"I'll give you a fair share o' the profits, John," father would say, slyly.
Well, things went on as it greased; the girls mostly stayed away—the Babbletown girls, for they had guilty consciences, I suspect; and in February there came a thaw. I stood looking out of the store window one day; the snow had melted in the street, and right over the stones that had been laid across the road for a walk, there was a great puddle of muddy water about two yards wide and a foot deep. I soon saw Hetty Slocum tripping across the street; she came to the puddle and stood still; the soft slush was heaped up on either side—she couldn't get around and she couldn't go through. My natural gallantry got the better of my resentment, and I went out to help her over, notwithstanding what she had said when I was under the counter. Planting one foot firmly in the center of the puddle and bracing the other against the curb-stone, I extended my hand.
"If you're good at jumping, Miss Slocum," said I, "I'll land you safely on this side."
"Oh," said she, roguishly, "Mr. Flutter, can I trust you?" and she reached out her little gloved hand.
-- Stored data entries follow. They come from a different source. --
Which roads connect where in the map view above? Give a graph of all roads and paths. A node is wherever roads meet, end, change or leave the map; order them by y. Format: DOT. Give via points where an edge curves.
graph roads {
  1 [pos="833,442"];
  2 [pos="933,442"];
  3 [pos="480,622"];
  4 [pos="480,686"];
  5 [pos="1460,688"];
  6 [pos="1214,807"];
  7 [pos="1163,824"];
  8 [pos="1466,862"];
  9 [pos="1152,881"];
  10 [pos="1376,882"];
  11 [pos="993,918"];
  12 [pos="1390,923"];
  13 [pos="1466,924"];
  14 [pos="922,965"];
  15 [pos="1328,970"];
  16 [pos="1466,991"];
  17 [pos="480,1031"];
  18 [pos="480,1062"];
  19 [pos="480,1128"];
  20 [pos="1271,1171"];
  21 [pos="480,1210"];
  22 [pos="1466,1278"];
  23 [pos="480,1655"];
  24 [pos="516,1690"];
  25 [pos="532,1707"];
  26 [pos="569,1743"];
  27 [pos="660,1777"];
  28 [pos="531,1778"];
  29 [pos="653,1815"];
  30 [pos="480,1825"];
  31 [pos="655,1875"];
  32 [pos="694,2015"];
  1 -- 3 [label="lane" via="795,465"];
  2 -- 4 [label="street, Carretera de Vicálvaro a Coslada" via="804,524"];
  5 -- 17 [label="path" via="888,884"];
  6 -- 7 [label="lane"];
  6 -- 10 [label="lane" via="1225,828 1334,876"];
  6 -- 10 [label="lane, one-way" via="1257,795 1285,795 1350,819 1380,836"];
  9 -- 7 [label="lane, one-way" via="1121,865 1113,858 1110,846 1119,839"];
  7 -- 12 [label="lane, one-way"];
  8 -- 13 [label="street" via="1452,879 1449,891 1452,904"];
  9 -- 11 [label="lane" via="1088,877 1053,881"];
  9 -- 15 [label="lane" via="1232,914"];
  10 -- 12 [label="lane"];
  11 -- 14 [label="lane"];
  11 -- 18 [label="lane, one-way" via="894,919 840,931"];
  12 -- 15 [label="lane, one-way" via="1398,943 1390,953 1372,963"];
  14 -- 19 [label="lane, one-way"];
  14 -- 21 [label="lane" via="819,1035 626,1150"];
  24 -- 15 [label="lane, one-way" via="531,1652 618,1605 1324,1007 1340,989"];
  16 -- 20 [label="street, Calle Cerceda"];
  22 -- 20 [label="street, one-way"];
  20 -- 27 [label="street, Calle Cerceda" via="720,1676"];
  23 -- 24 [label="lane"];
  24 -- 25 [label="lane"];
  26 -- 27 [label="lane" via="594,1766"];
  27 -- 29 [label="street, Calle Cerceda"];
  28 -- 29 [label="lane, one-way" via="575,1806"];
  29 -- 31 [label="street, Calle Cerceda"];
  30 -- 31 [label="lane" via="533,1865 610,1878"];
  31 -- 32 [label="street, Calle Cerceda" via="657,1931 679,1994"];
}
All my old embarrassment rushed over me. I became nervous at the critical moment when I should have been cool. I never could tell just how it happened—whether her glove was slippery, or my foot slipped on a piece of ice under slush, or what—but the next moment we were both of us sitting down in fourteen inches of very cold, very muddy water.
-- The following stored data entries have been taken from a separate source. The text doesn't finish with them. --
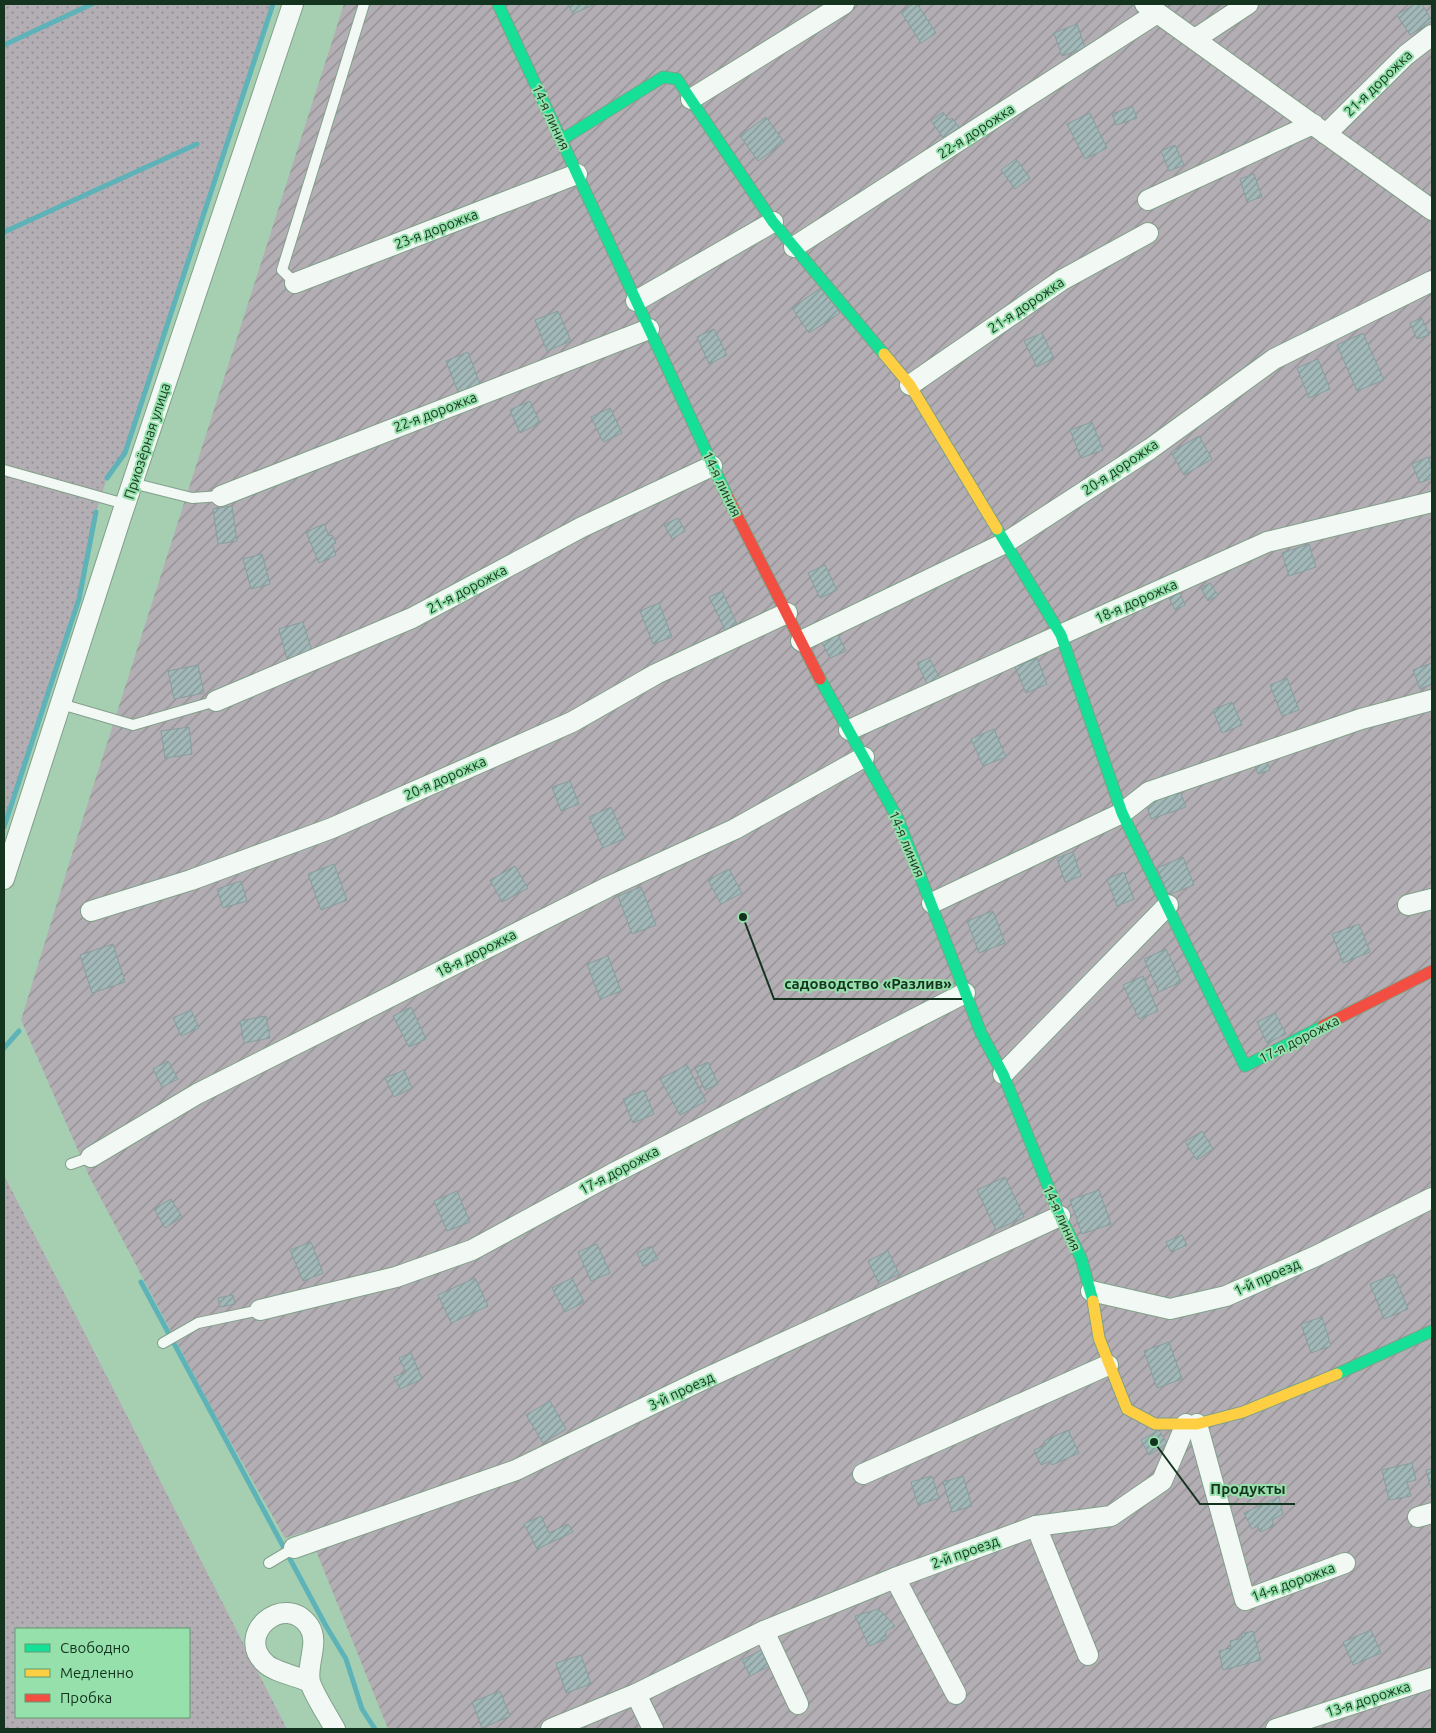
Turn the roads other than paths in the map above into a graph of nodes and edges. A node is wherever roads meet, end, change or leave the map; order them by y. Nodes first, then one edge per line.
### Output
1 (293, 4) edge
2 (364, 4) edge
3 (498, 4) edge
4 (844, 4) edge
5 (1248, 4) edge
6 (1151, 8) edge
7 (1432, 35) edge
8 (1194, 39) junction
9 (691, 99) junction
10 (1319, 129) junction
11 (561, 140) junction
12 (577, 174) junction
13 (1148, 200) dead end
14 (1432, 210) edge
15 (772, 222) junction
16 (1148, 233) dead end
17 (794, 247) junction
18 (1432, 281) edge
19 (295, 283) joint
20 (636, 301) junction
21 (649, 329) junction
22 (910, 385) junction
23 (712, 466) junction
24 (4, 470) edge
25 (132, 483) junction
26 (221, 496) joint
27 (1432, 502) edge
28 (125, 504) junction
29 (1005, 543) junction
30 (787, 613) junction
31 (1061, 635) junction
32 (801, 641) junction
33 (1432, 700) edge
34 (216, 701) joint
35 (60, 704) junction
36 (849, 730) junction
37 (864, 757) junction
38 (1122, 813) junction
39 (4, 879) edge
40 (1432, 899) edge
41 (932, 903) junction
42 (1168, 905) junction
43 (1408, 905) dead end
44 (91, 911) dead end
45 (1432, 971) edge
46 (965, 993) junction
47 (1003, 1074) junction
48 (91, 1156) joint
49 (71, 1164) dead end
50 (1432, 1198) edge
51 (1060, 1216) junction
52 (1091, 1291) junction
53 (260, 1310) joint
54 (1432, 1331) edge
55 (165, 1342) dead end
56 (1108, 1365) junction
57 (1191, 1424) junction
58 (863, 1474) dead end
59 (1036, 1526) junction
60 (294, 1548) joint
61 (269, 1563) dead end
62 (1345, 1563) dead end
63 (895, 1578) junction
64 (764, 1631) junction
65 (1088, 1655) dead end
66 (1432, 1678) edge
67 (310, 1682) dead end
68 (636, 1694) junction
69 (956, 1694) dead end
70 (798, 1704) dead end
71 (335, 1729) edge
72 (551, 1729) edge
73 (653, 1729) edge
74 (1276, 1729) edge

1 - 25 street, Приозёрная улица
2 - 19 lane
3 - 11 street, 14-я линия
4 - 9 street
5 - 8 street
6 - 8 street
6 - 17 street, 22-я дорожка
7 - 10 street, 21-я дорожка
8 - 10 street
9 - 11 street, 17-я дорожка
9 - 15 street, 17-я дорожка
10 - 13 street, 21-я дорожка
10 - 14 street
11 - 12 street, 14-я линия
12 - 19 street, 23-я дорожка
12 - 20 street, 14-я линия
15 - 17 street, 17-я дорожка
15 - 20 street
16 - 22 street, 21-я дорожка
17 - 22 street, 17-я дорожка
18 - 29 street, 20-я дорожка
20 - 21 street, 14-я линия
21 - 23 street, 14-я линия
21 - 26 street, 22-я дорожка
22 - 29 street, 17-я дорожка
23 - 30 street, 14-я линия
23 - 34 street, 21-я дорожка
24 - 28 lane
25 - 26 lane
25 - 28 street, Приозёрная улица
27 - 31 street, 18-я дорожка
28 - 35 street, Приозёрная улица
29 - 31 street, 17-я дорожка
29 - 32 street, 20-я дорожка
30 - 32 street, 14-я линия
30 - 44 street, 20-я дорожка
31 - 36 street, 18-я дорожка
31 - 38 street, 17-я дорожка
32 - 36 street, 14-я линия
33 - 38 street
34 - 35 lane
35 - 39 street, Приозёрная улица
36 - 37 street, 14-я линия
37 - 41 street, 14-я линия
37 - 48 street, 18-я дорожка
38 - 41 street
38 - 42 street, 17-я дорожка
40 - 43 street
41 - 46 street, 14-я линия
42 - 45 street, 17-я дорожка
42 - 47 street
46 - 47 street, 14-я линия
46 - 53 street, 17-я дорожка
47 - 51 street, 14-я линия
48 - 49 lane
50 - 52 street, 1-й проезд
51 - 52 street, 14-я линия
51 - 60 street, 3-й проезд
52 - 56 street, 14-я линия
53 - 55 lane
54 - 57 street, 14-я линия
56 - 57 street, 14-я линия
56 - 58 street
57 - 59 street, 2-й проезд
57 - 62 street, 14-я дорожка
59 - 63 street, 2-й проезд
59 - 65 street
60 - 61 lane
63 - 64 street, 2-й проезд
63 - 69 street
64 - 68 street, 2-й проезд
64 - 70 street
66 - 74 street, 13-я дорожка
67 - 71 street
68 - 72 street, 2-й проезд
68 - 73 street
THE NEXT MOMENT WE WERE BOTH OF US SITTING DOWN IN FOURTEEN INCHES OF VERY COLD, VERY MUDDY WATER.
My best beaver hat flew off and was run over by a passing sled, while a little dog ran away with Hetty's seal-skin muff.
I floundered around in that puddle for about two minutes, and then I got up. Hetty still sat there. She was white, she was so mad.
"I might a known better," said she. "Let me alone. I'd sit here forever, before I'd let you help me up."